Une fois encore, me référant à la conscience chrétienne qu’évoque Agbéyomé, je pense que ce n’est pas une bonne attitude que celle du pharisien qui, devant Dieu, le regard et les bras levés vers le ciel, vante ses propres bienfaits en les opposant aux péchés du publicain d’à côté, ce dernier priant, se frappant la poitrine et se reconnaissant comme indigne de regarder même le ciel. Une telle attitude ( je veux dire celle du pharisien ) qui consiste à bomber le torse et dire :« voyez ! moi, je n’ai fait que du bien, ce sont les autres qui sont coupables » ne nous fera parvenir ni à la vérité, ni à la justice, ni à la réconciliation.

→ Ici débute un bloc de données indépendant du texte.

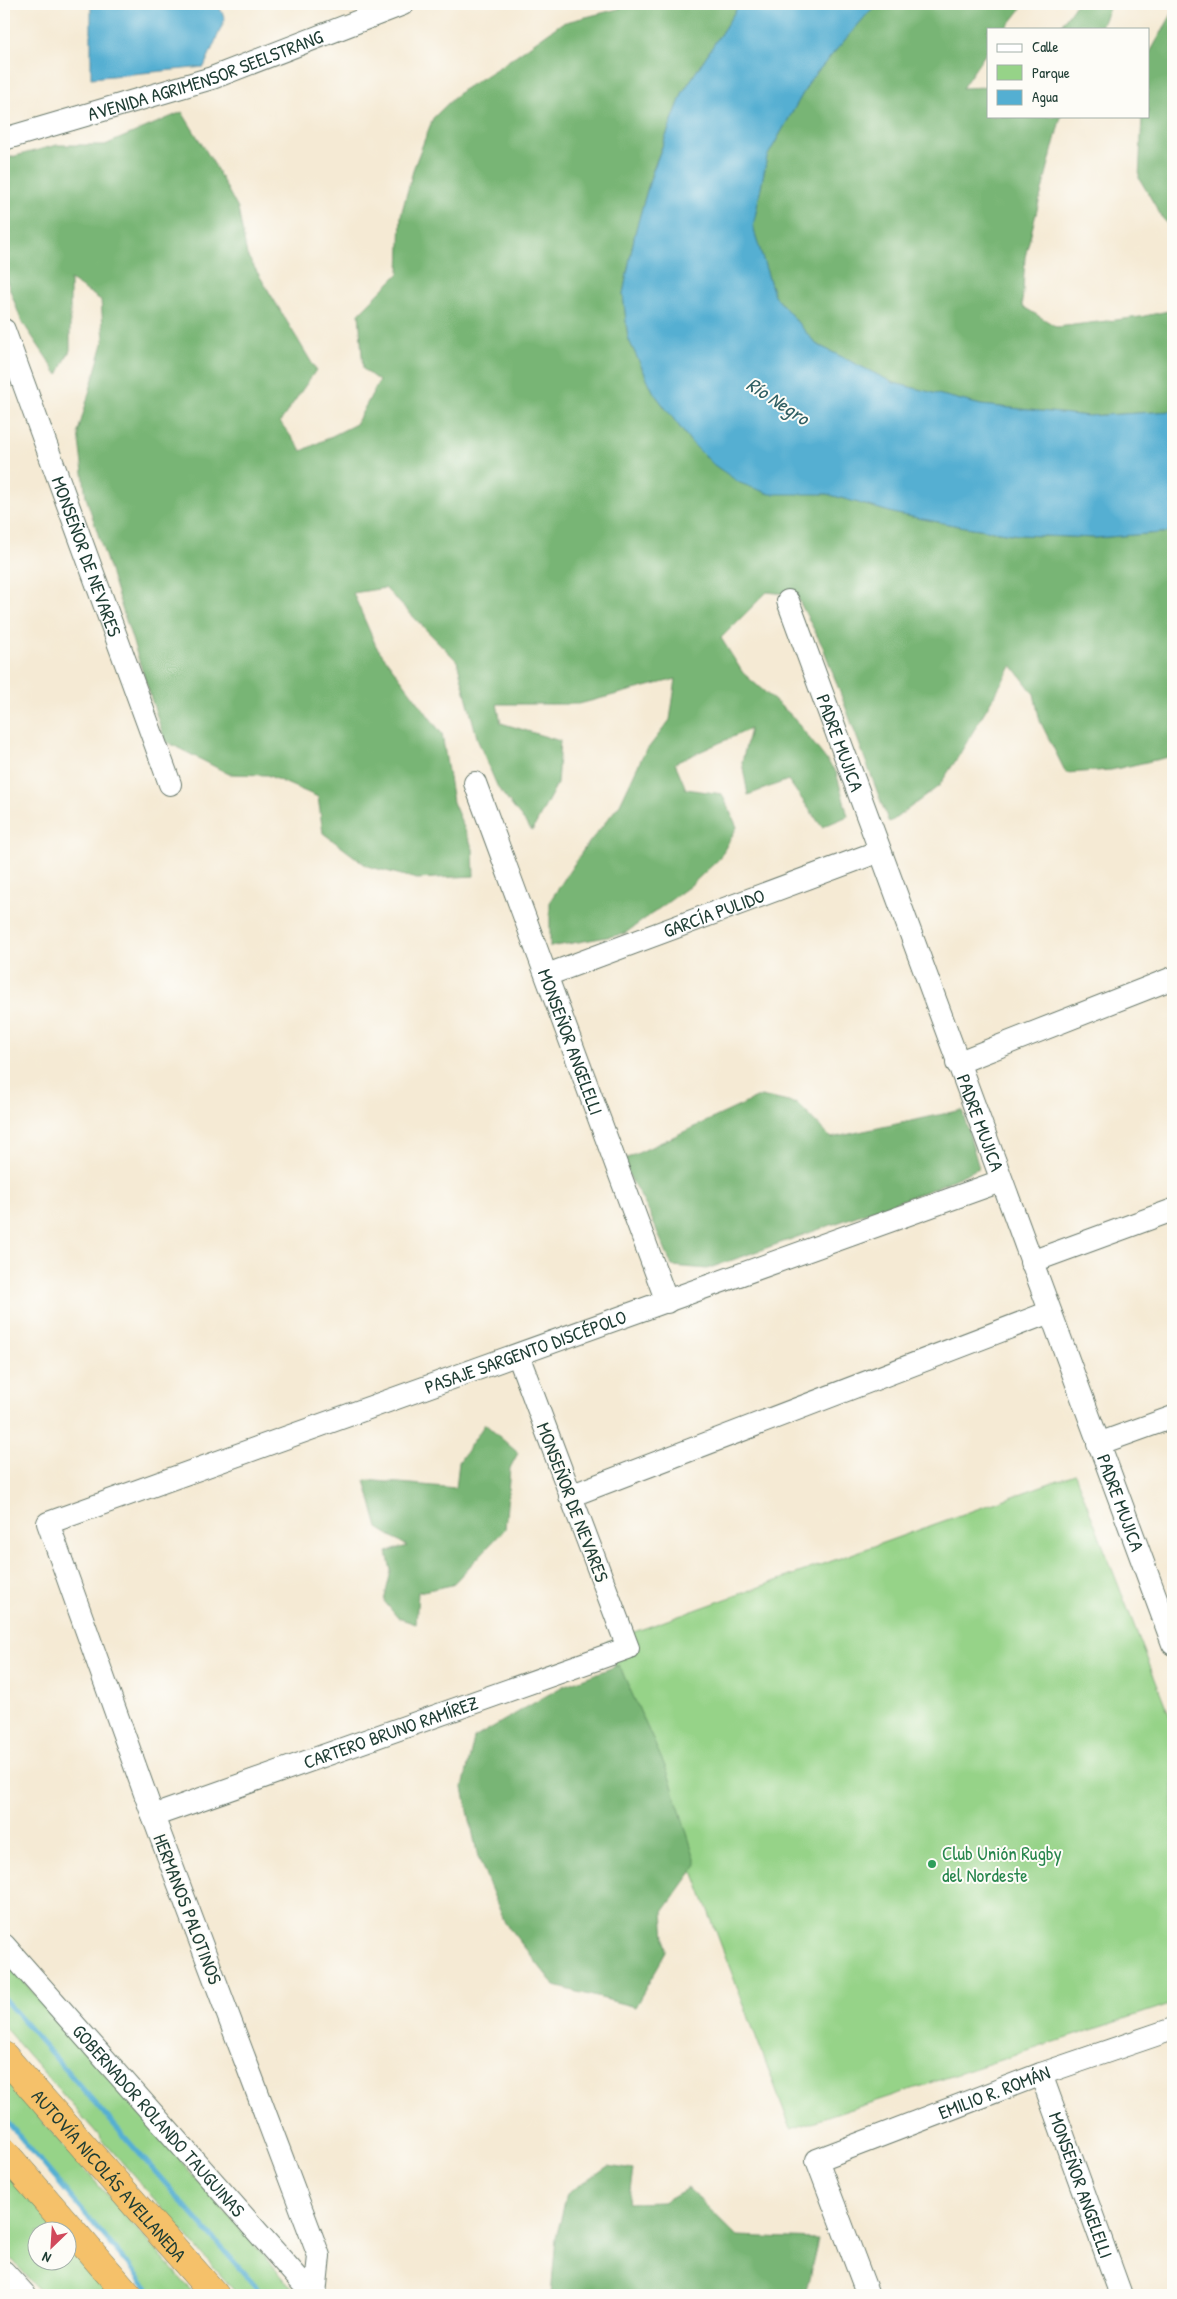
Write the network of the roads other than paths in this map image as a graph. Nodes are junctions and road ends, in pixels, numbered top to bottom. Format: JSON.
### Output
{"nodes":[{"id":1,"x":404,"y":4,"type":"edge"},
{"id":2,"x":4,"y":139,"type":"edge"},
{"id":3,"x":4,"y":330,"type":"edge"},
{"id":4,"x":788,"y":601,"type":"dead end"},
{"id":5,"x":475,"y":783,"type":"dead end"},
{"id":6,"x":170,"y":784,"type":"dead end"},
{"id":7,"x":880,"y":850,"type":"junction"},
{"id":8,"x":547,"y":975,"type":"junction"},
{"id":9,"x":1173,"y":978,"type":"edge"},
{"id":10,"x":957,"y":1063,"type":"junction"},
{"id":11,"x":1001,"y":1181,"type":"junction"},
{"id":12,"x":1173,"y":1210,"type":"edge"},
{"id":13,"x":1031,"y":1262,"type":"junction"},
{"id":14,"x":667,"y":1302,"type":"junction"},
{"id":15,"x":1050,"y":1312,"type":"junction"},
{"id":16,"x":518,"y":1356,"type":"junction"},
{"id":17,"x":1173,"y":1417,"type":"edge"},
{"id":18,"x":1098,"y":1444,"type":"junction"},
{"id":19,"x":570,"y":1496,"type":"junction"},
{"id":20,"x":48,"y":1523,"type":"joint"},
{"id":21,"x":1173,"y":1644,"type":"edge"},
{"id":22,"x":628,"y":1648,"type":"joint"},
{"id":23,"x":153,"y":1816,"type":"junction"},
{"id":24,"x":4,"y":1945,"type":"edge"},
{"id":25,"x":1173,"y":2029,"type":"edge"},
{"id":26,"x":4,"y":2056,"type":"edge"},
{"id":27,"x":1041,"y":2074,"type":"junction"},
{"id":28,"x":4,"y":2152,"type":"edge"},
{"id":29,"x":4,"y":2272,"type":"edge"},
{"id":30,"x":24,"y":2295,"type":"edge"},
{"id":31,"x":128,"y":2295,"type":"edge"},
{"id":32,"x":215,"y":2295,"type":"edge"},
{"id":33,"x":314,"y":2295,"type":"edge"},
{"id":34,"x":868,"y":2295,"type":"edge"},
{"id":35,"x":1120,"y":2295,"type":"edge"}],
"edges":[{"from":1,"to":2,"type":"street","name":"AVENIDA AGRIMENSOR SEELSTRANG"},
{"from":3,"to":6,"type":"street","name":"MONSEÑOR DE NEVARES"},
{"from":4,"to":7,"type":"street","name":"PADRE MUJICA"},
{"from":5,"to":8,"type":"street","name":"MONSEÑOR ANGELELLI"},
{"from":7,"to":8,"type":"street","name":"GARCÍA PULIDO"},
{"from":7,"to":10,"type":"street","name":"PADRE MUJICA"},
{"from":8,"to":14,"type":"street","name":"MONSEÑOR ANGELELLI"},
{"from":9,"to":10,"type":"street"},
{"from":10,"to":11,"type":"street","name":"PADRE MUJICA"},
{"from":11,"to":13,"type":"street","name":"PADRE MUJICA"},
{"from":11,"to":14,"type":"street","name":"PASAJE SARGENTO DISCÉPOLO"},
{"from":12,"to":13,"type":"street"},
{"from":13,"to":15,"type":"street","name":"PADRE MUJICA"},
{"from":14,"to":16,"type":"street","name":"PASAJE SARGENTO DISCÉPOLO"},
{"from":15,"to":18,"type":"street","name":"PADRE MUJICA"},
{"from":15,"to":19,"type":"street"},
{"from":16,"to":19,"type":"street","name":"MONSEÑOR DE NEVARES"},
{"from":16,"to":20,"type":"street","name":"PASAJE SARGENTO DISCÉPOLO"},
{"from":17,"to":18,"type":"street"},
{"from":18,"to":21,"type":"street","name":"PADRE MUJICA"},
{"from":19,"to":22,"type":"street","name":"MONSEÑOR DE NEVARES"},
{"from":20,"to":23,"type":"street","name":"HERMANOS PALOTINOS"},
{"from":22,"to":23,"type":"street","name":"CARTERO BRUNO RAMÍREZ"},
{"from":23,"to":33,"type":"street","name":"HERMANOS PALOTINOS"},
{"from":24,"to":33,"type":"street","name":"GOBERNADOR ROLANDO TAUGUINAS"},
{"from":25,"to":27,"type":"street","name":"EMILIO R. ROMÁN"},
{"from":26,"to":32,"type":"highway","name":"AUTOVÍA NICOLÁS AVELLANEDA"},
{"from":27,"to":34,"type":"street","name":"EMILIO R. ROMÁN"},
{"from":27,"to":35,"type":"street","name":"MONSEÑOR ANGELELLI"},
{"from":28,"to":31,"type":"highway"},
{"from":29,"to":30,"type":"street"}]}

Ici, je pose la question : si Agbéyomé dont il faut encourager les petits pas, même tâtonnants vers la vérité, n’est pas allé très loin, aussi loin qu’on le souhaiterait, qu’en sera-t-il de ceux qui sont connus comme ayant trempé directement dans des crimes plus grands ( les commanditaires et auteurs du massacre de 500 Togolais en 2005, par exemple ) et qui sont installés au pouvoir ? La Commission Vérité-Justice-Réconciliation les auditionnera-t-il, en commençant par Faure Gnassingbé ?

Agbéyomé dit quelque chose de très intéressant dans le communiqué, concernant les travaux du CDPC auxquels, si je comprends bien, OBUTS participe déjà, apparemment, sans condition ( au diable son avant-projet de plate-forme ?) : « OBUTS informe l’opinion publique nationale et la diaspora qu’elle n’entend pas s’associer à quelque manœuvre politicienne visant à institutionnaliser de nouveau un régime monocéphale ( sic) et autocratique sur la Terre de nos Aïeux, et qu’elle ne pourra que se retirer du CPDC si l’intérêt supérieur du Peuple togolais ne préside pas la prise des décisions ». C’est bien. Mais il nous importe de savoir quels sont les critères précis qui permettront à ce parti de juger que l’intérêt supérieur du peuple togolais ne préside pas la prise des décisions.

Et, logiquement, la Commission Vérité-Justice-Réconciliation de Mgr Barrigah doit se trouver face au même défi, ayant à répondre à la même question. Sans cela, il ne restera à l’Histoire que de constater la vacuité de sa mission.